Type the records that follow again exactly as written, but drop the pictures.

** INPUT DATA follows **

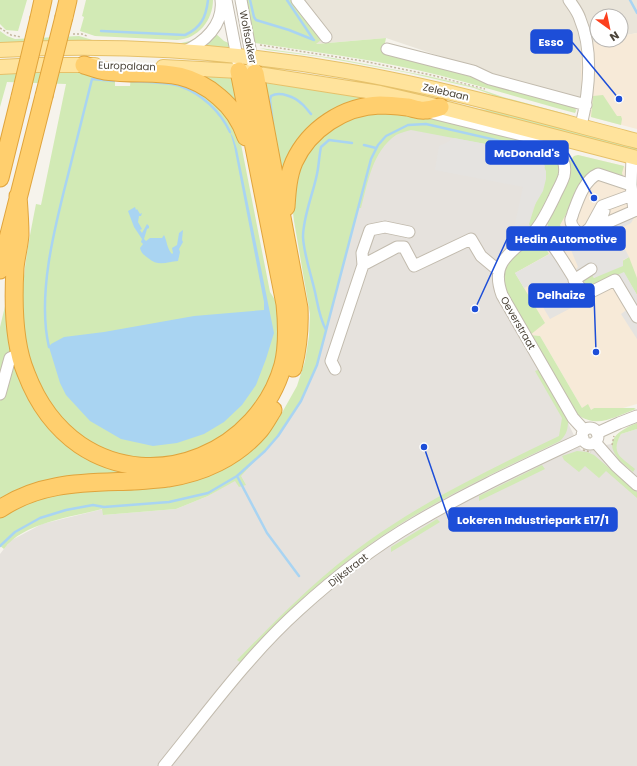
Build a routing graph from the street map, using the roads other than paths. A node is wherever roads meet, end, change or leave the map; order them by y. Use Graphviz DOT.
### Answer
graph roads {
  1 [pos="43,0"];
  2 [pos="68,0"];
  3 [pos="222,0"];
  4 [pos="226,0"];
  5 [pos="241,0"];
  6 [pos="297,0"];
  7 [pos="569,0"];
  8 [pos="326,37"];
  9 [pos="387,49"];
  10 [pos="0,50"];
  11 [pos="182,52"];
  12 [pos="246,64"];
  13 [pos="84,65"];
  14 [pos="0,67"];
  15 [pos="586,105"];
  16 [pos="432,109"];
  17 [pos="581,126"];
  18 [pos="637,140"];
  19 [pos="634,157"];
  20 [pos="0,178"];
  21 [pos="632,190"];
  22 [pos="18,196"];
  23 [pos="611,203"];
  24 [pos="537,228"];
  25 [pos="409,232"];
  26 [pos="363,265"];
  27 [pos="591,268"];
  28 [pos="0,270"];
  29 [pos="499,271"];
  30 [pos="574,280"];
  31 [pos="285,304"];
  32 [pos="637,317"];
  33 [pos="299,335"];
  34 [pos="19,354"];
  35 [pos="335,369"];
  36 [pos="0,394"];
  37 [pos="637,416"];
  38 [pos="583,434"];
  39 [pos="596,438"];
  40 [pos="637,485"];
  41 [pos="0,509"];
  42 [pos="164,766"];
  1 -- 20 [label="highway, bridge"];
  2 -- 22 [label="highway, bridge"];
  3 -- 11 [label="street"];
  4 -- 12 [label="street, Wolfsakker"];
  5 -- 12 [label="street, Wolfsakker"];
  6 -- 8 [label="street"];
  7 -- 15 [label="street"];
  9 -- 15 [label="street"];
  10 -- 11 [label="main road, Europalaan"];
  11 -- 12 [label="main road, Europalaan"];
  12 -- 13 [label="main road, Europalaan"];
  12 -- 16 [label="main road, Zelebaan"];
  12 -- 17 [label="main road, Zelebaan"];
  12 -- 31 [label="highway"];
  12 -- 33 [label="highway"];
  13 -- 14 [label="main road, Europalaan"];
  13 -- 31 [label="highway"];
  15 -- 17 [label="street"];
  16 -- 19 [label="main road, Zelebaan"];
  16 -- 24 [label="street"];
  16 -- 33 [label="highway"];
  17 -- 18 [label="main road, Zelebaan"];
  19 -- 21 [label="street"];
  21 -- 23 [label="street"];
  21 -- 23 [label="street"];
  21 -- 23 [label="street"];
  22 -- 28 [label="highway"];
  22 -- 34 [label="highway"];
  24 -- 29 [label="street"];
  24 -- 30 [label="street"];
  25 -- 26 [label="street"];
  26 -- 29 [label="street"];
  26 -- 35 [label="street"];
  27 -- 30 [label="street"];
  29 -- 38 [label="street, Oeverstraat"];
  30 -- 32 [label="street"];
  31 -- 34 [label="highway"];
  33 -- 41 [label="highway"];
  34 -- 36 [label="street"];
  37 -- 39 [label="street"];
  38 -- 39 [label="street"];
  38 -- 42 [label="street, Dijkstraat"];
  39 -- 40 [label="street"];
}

** End of INPUT DATA **

▶ _SOLVED PROBLEM_
Build a routing graph from the street map, using the roads other than paths. A node is wherever roads meet, end, change or leave the map; order them by y. Use Graphviz DOT.
### Answer
graph roads {
  1 [pos="43,0"];
  2 [pos="68,0"];
  3 [pos="222,0"];
  4 [pos="226,0"];
  5 [pos="241,0"];
  6 [pos="297,0"];
  7 [pos="569,0"];
  8 [pos="326,37"];
  9 [pos="387,49"];
  10 [pos="0,50"];
  11 [pos="182,52"];
  12 [pos="246,64"];
  13 [pos="84,65"];
  14 [pos="0,67"];
  15 [pos="586,105"];
  16 [pos="432,109"];
  17 [pos="581,126"];
  18 [pos="637,140"];
  19 [pos="634,157"];
  20 [pos="0,178"];
  21 [pos="632,190"];
  22 [pos="18,196"];
  23 [pos="611,203"];
  24 [pos="537,228"];
  25 [pos="409,232"];
  26 [pos="363,265"];
  27 [pos="591,268"];
  28 [pos="0,270"];
  29 [pos="499,271"];
  30 [pos="574,280"];
  31 [pos="285,304"];
  32 [pos="637,317"];
  33 [pos="299,335"];
  34 [pos="19,354"];
  35 [pos="335,369"];
  36 [pos="0,394"];
  37 [pos="637,416"];
  38 [pos="583,434"];
  39 [pos="596,438"];
  40 [pos="637,485"];
  41 [pos="0,509"];
  42 [pos="164,766"];
  1 -- 20 [label="highway, bridge"];
  2 -- 22 [label="highway, bridge"];
  3 -- 11 [label="street"];
  4 -- 12 [label="street, Wolfsakker"];
  5 -- 12 [label="street, Wolfsakker"];
  6 -- 8 [label="street"];
  7 -- 15 [label="street"];
  9 -- 15 [label="street"];
  10 -- 11 [label="main road, Europalaan"];
  11 -- 12 [label="main road, Europalaan"];
  12 -- 13 [label="main road, Europalaan"];
  12 -- 16 [label="main road, Zelebaan"];
  12 -- 17 [label="main road, Zelebaan"];
  12 -- 31 [label="highway"];
  12 -- 33 [label="highway"];
  13 -- 14 [label="main road, Europalaan"];
  13 -- 31 [label="highway"];
  15 -- 17 [label="street"];
  16 -- 19 [label="main road, Zelebaan"];
  16 -- 24 [label="street"];
  16 -- 33 [label="highway"];
  17 -- 18 [label="main road, Zelebaan"];
  19 -- 21 [label="street"];
  21 -- 23 [label="street"];
  21 -- 23 [label="street"];
  21 -- 23 [label="street"];
  22 -- 28 [label="highway"];
  22 -- 34 [label="highway"];
  24 -- 29 [label="street"];
  24 -- 30 [label="street"];
  25 -- 26 [label="street"];
  26 -- 29 [label="street"];
  26 -- 35 [label="street"];
  27 -- 30 [label="street"];
  29 -- 38 [label="street, Oeverstraat"];
  30 -- 32 [label="street"];
  31 -- 34 [label="highway"];
  33 -- 41 [label="highway"];
  34 -- 36 [label="street"];
  37 -- 39 [label="street"];
  38 -- 39 [label="street"];
  38 -- 42 [label="street, Dijkstraat"];
  39 -- 40 [label="street"];
}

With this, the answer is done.